Phenytoin sodium should not be taken in the following conditions, unless the benefit clearly outweighs the risks:

•    cardiac insufficiency

•    impaired pulmonary function

•    severe hypotension (systolic blood pressure below 90 mmHg)

•    bradycardia (less than 50 beats per minute)

•    sinuatrial block and grade I AV block

•    atrial fibrillation/flutter

Phenytoin may precipitate or aggravate absence seizures and myoclonic seizures.

Suicidal ideation and behaviour have been reported in patients treated with anti-epileptic agents in several indications. A meta-analysis of randomised placebo controlled trials of anti-epileptic drugs has also shown a small increased risk of suicidal ideation and behaviour. The mechanism of this risk is not known and the available data do not exclude the possibility of an increased risk for Phenytoin Sodium.

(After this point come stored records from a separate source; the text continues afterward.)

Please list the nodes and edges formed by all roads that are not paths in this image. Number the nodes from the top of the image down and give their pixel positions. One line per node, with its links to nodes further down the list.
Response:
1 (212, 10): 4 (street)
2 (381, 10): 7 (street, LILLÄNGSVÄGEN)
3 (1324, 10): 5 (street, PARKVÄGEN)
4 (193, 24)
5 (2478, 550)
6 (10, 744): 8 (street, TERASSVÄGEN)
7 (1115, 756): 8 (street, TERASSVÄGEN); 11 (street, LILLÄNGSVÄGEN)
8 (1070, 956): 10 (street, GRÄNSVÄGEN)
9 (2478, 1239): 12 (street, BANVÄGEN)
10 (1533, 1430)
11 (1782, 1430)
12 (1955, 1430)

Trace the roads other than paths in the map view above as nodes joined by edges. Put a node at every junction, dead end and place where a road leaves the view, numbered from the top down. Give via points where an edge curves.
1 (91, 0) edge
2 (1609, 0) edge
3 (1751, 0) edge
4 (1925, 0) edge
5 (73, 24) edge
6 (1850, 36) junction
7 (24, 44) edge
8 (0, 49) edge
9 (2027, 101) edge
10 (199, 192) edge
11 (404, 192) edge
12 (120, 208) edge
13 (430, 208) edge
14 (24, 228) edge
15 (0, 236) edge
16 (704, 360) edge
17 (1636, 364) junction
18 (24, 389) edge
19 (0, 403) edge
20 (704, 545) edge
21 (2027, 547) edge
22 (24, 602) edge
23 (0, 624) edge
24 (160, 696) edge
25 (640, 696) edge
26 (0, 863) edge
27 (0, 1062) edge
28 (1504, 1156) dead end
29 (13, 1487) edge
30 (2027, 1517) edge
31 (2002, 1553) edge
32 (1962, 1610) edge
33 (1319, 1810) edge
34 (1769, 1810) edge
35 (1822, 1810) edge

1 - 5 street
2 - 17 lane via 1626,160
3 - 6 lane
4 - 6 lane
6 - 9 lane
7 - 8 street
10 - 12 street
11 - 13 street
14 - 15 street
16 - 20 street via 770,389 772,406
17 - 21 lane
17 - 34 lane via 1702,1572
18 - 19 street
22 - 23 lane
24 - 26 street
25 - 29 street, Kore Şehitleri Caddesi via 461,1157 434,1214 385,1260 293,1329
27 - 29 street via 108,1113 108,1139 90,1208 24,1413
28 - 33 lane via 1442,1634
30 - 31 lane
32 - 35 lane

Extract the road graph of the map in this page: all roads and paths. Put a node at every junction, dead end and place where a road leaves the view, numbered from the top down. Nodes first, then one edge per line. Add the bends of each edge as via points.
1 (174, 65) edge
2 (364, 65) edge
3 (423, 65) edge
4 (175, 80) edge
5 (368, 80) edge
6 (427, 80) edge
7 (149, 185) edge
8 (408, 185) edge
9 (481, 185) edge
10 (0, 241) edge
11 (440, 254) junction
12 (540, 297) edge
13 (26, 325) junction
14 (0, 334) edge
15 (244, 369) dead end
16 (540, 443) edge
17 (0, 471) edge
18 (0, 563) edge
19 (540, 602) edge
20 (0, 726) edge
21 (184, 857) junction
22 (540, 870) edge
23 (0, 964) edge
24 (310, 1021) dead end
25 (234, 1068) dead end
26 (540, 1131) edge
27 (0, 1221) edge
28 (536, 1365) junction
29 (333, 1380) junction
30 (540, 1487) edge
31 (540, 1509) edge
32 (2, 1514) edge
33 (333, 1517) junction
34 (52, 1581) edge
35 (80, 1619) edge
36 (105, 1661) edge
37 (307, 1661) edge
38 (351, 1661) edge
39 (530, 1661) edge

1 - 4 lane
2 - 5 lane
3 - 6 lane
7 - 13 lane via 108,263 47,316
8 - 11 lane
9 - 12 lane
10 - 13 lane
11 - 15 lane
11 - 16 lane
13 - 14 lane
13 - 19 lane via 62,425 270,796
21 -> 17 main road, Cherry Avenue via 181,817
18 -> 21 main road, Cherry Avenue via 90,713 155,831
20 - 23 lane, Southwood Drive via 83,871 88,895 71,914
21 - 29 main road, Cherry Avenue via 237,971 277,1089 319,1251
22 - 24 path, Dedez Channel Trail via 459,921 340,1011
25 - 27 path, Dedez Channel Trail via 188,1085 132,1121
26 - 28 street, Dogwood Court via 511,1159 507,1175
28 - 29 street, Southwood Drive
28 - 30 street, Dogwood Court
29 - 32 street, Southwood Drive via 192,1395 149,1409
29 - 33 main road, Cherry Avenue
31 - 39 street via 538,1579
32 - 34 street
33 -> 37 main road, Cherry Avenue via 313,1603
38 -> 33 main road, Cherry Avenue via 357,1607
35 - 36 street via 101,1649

Therefore patients should be monitored for signs of suicidal ideation and behaviours and appropriate treatment should be considered. Patients (and caregivers of patients) should be advised to seek medical advice should signs of suicidal ideation or behaviour emerge.

Important information regarding treatment:

Patients who suffer from genetically determined slow hydroxylation may develop signs of overdose even at moderate doses. The dose should be reduced and phenytoin-plasma samples checked.

Phenytoin has a narrow therapeutic index and its absorption can be quite variable. Therefore if there is reason to change to another product or formulation containing the active substance phenytoin, monitoring of phenytoin plasma concentrations may be helpful. If the dose is kept the same, steady state can be expected after 5 to 14 days.

Abrupt withdrawal of phenytoin in epileptic patients may precipitate status epilepticus. When, in the judgement of the clinician, the need for dosage reduction, discontinuation, or substitution of alternative anti-epileptic medication arises, this should be done gradually. However, in the event of an

allergic or hypersensitivity reaction, rapid substitution of alternative therapy may be necessary. In this case, alternative therapy should be an anti-epileptic drug not belonging to the hydantoin chemical class.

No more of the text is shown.